It turns out that a world without Donald Trump is filled with Donald Trump anyway.
To many in the Republican Party, Thursday night’s debate was a dream scenario -- seven candidates, and not a reality TV show billionaire in sight. No huge walls were hypothetically built, and no religious groups were banned from entry into the United States.
Yet Trump was still everywhere. He was there for viewers on another channel, giant American flag behind him, two other Republican candidates beside him, chants of “USA, USA, USA” enveloping them.
He was also there with the candidates as the “elephant not in the room,” as moderator Megyn Kelly put it, or as Jeb Bush’s non-showing “little teddy bear.”
His absence was felt, moreover, when the leading candidates tangled over the hot-button issue of immigration. Trump wasn’t there to take heat for them, or to face any real scrutiny of his own.
Trump’s dominance in the race was revealed by the extent to which the debate lacked an obvious center of gravity. The party and its candidates have grown used to the front-runner; surely the same is true for viewers treated to a debate season like no other.
Trump’s absence opened up room for Marco Rubio to have a strong night talking foreign policy, particularly as he contrasted his record with the other senators on stage. Even he, though, needed a joust against Trump to get going.
“Let's begin by being clear what this campaign is about. It's not about Donald Trump,” Rubio said. “This campaign is about the greatest country in the world and a president who has systematically destroyed many of the things that made America special.”
Ted Cruz took on attacks from several of his rivals, even complaining to the moderators that too many questions were aimed at attacking him. He sought a lifeline in making light of Trump, in a joke that fell flat in the room.
“I will say this: Gosh, if you guys ask one more mean question, I may have to leave the stage,” Cruz said.
Countered Rubio: “I’m not leaving the stage, no matter what you ask me.”
When the leading candidates were pressed on some of their positions, one could imagine them wishing Trump was back on the stage. Rubio was served up a tough montage of his own past statements of immigration, setting up a debate with Bush where both wound up talking about positions that leave them out of step with much of the GOP.
“He cut and run because it wasn't popular amongst conservatives,” Bush said to Rubio.
“You changed your position from a path to citizenship to a path to legalization,” Rubio said to Bush.
Cruz, who is wrestling for the top spot with Trump in Iowa, was shown video clips of himself touting a proposal that would have locked in legalized status for undocumented immigrant. It opened himself up to attacks from his rivals.
“Everybody he knows is not as perfect as him because we're all for amnesty,” said Rand Paul.

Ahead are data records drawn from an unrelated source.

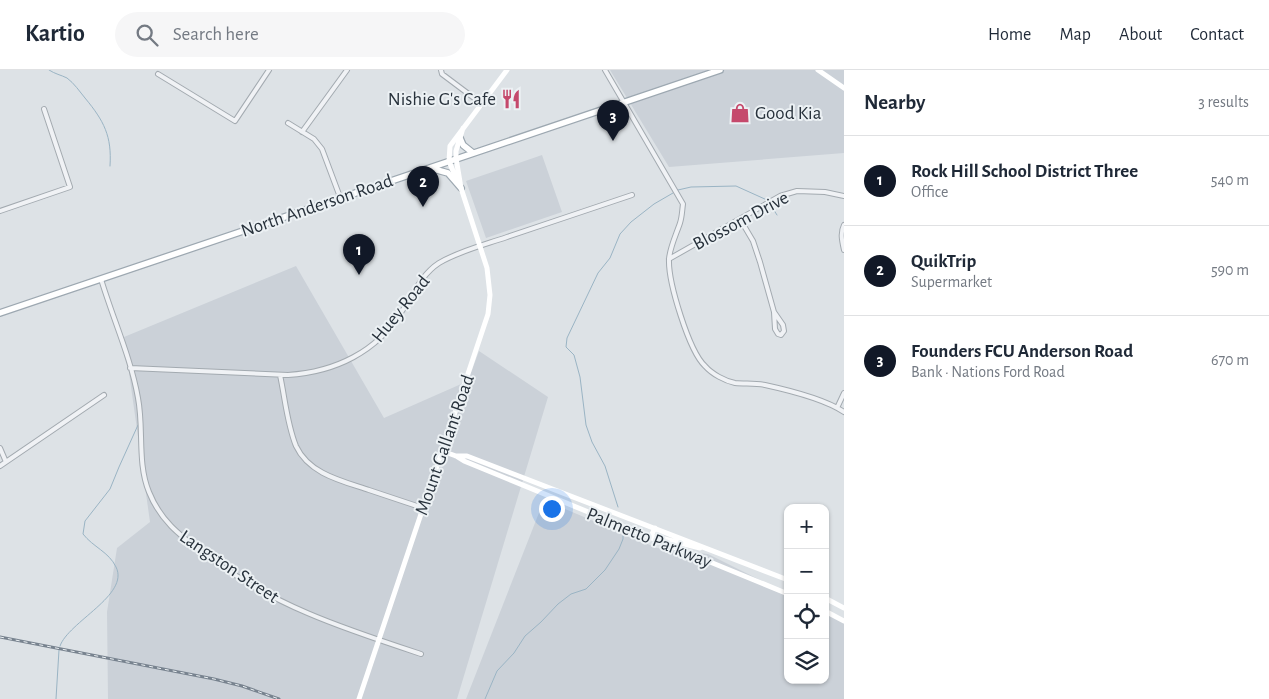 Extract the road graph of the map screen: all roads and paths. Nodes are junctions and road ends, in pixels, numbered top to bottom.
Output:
1 (268, 70) edge
2 (347, 70) edge
3 (441, 70) edge
4 (507, 70) edge
5 (605, 70) edge
6 (720, 70) edge
7 (818, 70) edge
8 (158, 74) dead end
9 (844, 88) edge
10 (625, 101) junction
11 (482, 104) junction
12 (44, 109) dead end
13 (288, 123) dead end
14 (463, 128) junction
15 (302, 132) junction
16 (460, 138) junction
17 (473, 153) junction
18 (456, 158) junction
19 (449, 161) junction
20 (428, 168) junction
21 (461, 188) junction
22 (632, 195) dead end
23 (844, 196) edge
24 (340, 197) junction
25 (0, 211) edge
26 (740, 219) junction
27 (844, 224) edge
28 (481, 246) junction
29 (844, 250) edge
30 (669, 259) junction
31 (101, 279) junction
32 (774, 312) junction
33 (0, 313) edge
34 (130, 368) junction
35 (280, 375) junction
36 (844, 393) edge
37 (104, 395) dead end
38 (837, 408) junction
39 (844, 412) edge
40 (0, 448) edge
41 (442, 451) junction
42 (456, 456) junction
43 (6, 462) junction
44 (0, 466) edge
45 (423, 508) junction
46 (655, 528) junction
47 (650, 538) junction
48 (709, 549) junction
49 (784, 578) edge
50 (784, 592) edge
51 (829, 600) edge
52 (844, 608) edge
53 (829, 613) edge
54 (844, 620) edge
55 (378, 640) junction
56 (421, 654) dead end
57 (359, 699) edge

1 - 8 street
2 - 15 street
3 - 11 street
4 - 11 street, Mount Gallant Road
5 - 10 street
6 - 10 main road, North Anderson Road
7 - 9 street
10 - 17 main road, North Anderson Road
10 - 30 street
11 - 14 street, Mount Gallant Road
12 - 25 street
13 - 15 street
14 - 16 street, Mount Gallant Road
14 - 19 street, Mount Gallant Road
15 - 24 street
16 - 17 main road
16 - 18 street, Mount Gallant Road
17 - 18 main road, North Anderson Road
18 - 19 main road, North Anderson Road
18 - 21 street, Mount Gallant Road
19 - 20 main road, North Anderson Road
19 - 21 street, Mount Gallant Road
20 - 21 main road
20 - 24 main road, North Anderson Road
21 - 28 street, Mount Gallant Road
22 - 28 street, Huey Road
23 - 26 street, Blossom Drive
24 - 31 main road, North Anderson Road
26 - 30 street, Blossom Drive
26 - 32 street
27 - 29 street
28 - 35 street, Huey Road
28 - 41 street, Mount Gallant Road
30 - 38 street
31 - 33 main road, North Anderson Road
31 - 34 street, Langston Street
32 - 32 street
34 - 35 street, Huey Road
34 - 55 street, Langston Street
35 - 45 street
36 - 38 street
37 - 43 street
38 - 39 street
40 - 43 street
41 - 42 street, Palmetto Parkway
41 - 45 street, Mount Gallant Road
42 - 46 street, Palmetto Parkway
42 - 47 street, Palmetto Parkway
43 - 44 street
45 - 55 street, Mount Gallant Road
46 - 47 street
46 - 48 street, Palmetto Parkway
47 - 48 street
47 - 50 street, Palmetto Parkway
48 - 49 street, Palmetto Parkway
51 - 52 street
53 - 54 street
55 - 56 street, Langston Street
55 - 57 street, Mount Gallant Road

“Now you want to trump Trump on immigration,” Rubio said to Cruz. “We're not going to beat Hillary Clinton with someone who's willing to say or do anything to win an election.”

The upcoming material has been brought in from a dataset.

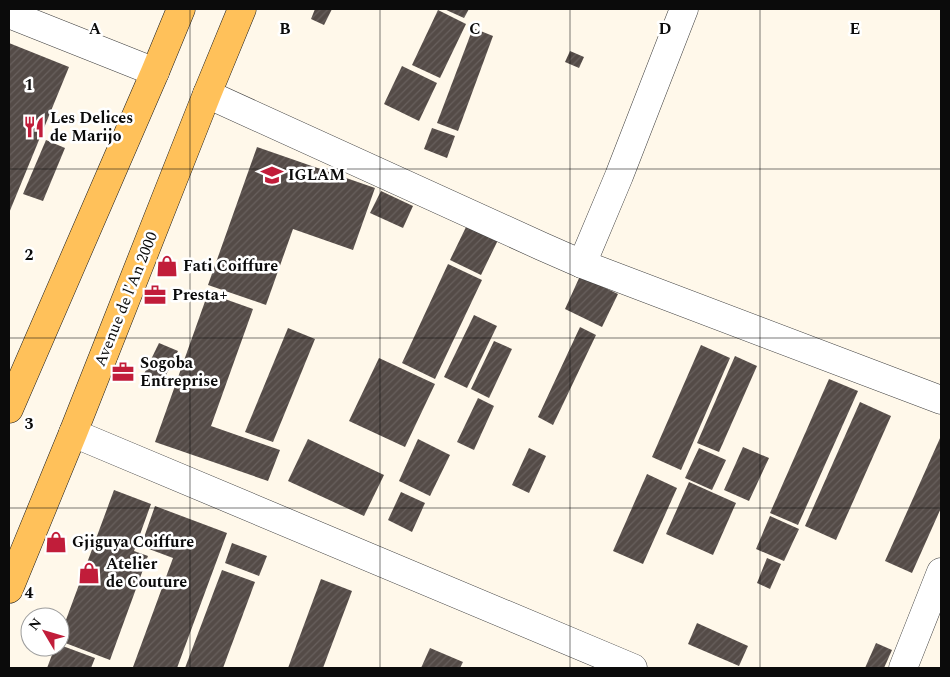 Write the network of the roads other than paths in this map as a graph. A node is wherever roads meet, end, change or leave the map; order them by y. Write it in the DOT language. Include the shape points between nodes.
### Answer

Trump didn’t have to watch or respond to any montage of himself like Rubio or Cruz faced.
He wasn’t there to defend himself, but he didn’t have to. Some jokes aside, his positions and temperament weren’t under the same kind of scrutiny they have been at previous encounters.
That in itself is a win for Trump, particularly this close to voting Iowa. He’s not likely to be forgotten by caucus-goers.
“I’m a maniac, and everyone on the stage is stupid fat and ugly. And Ben you’re a terrible surgeon,” Cruz said at the top of the debate. “Now that we’ve got the Donald Trump portion out of the way ...”
The Republican Party has not gotten its Donald Trump out of its way, though, even if he wasn’t on the stage Thursday night.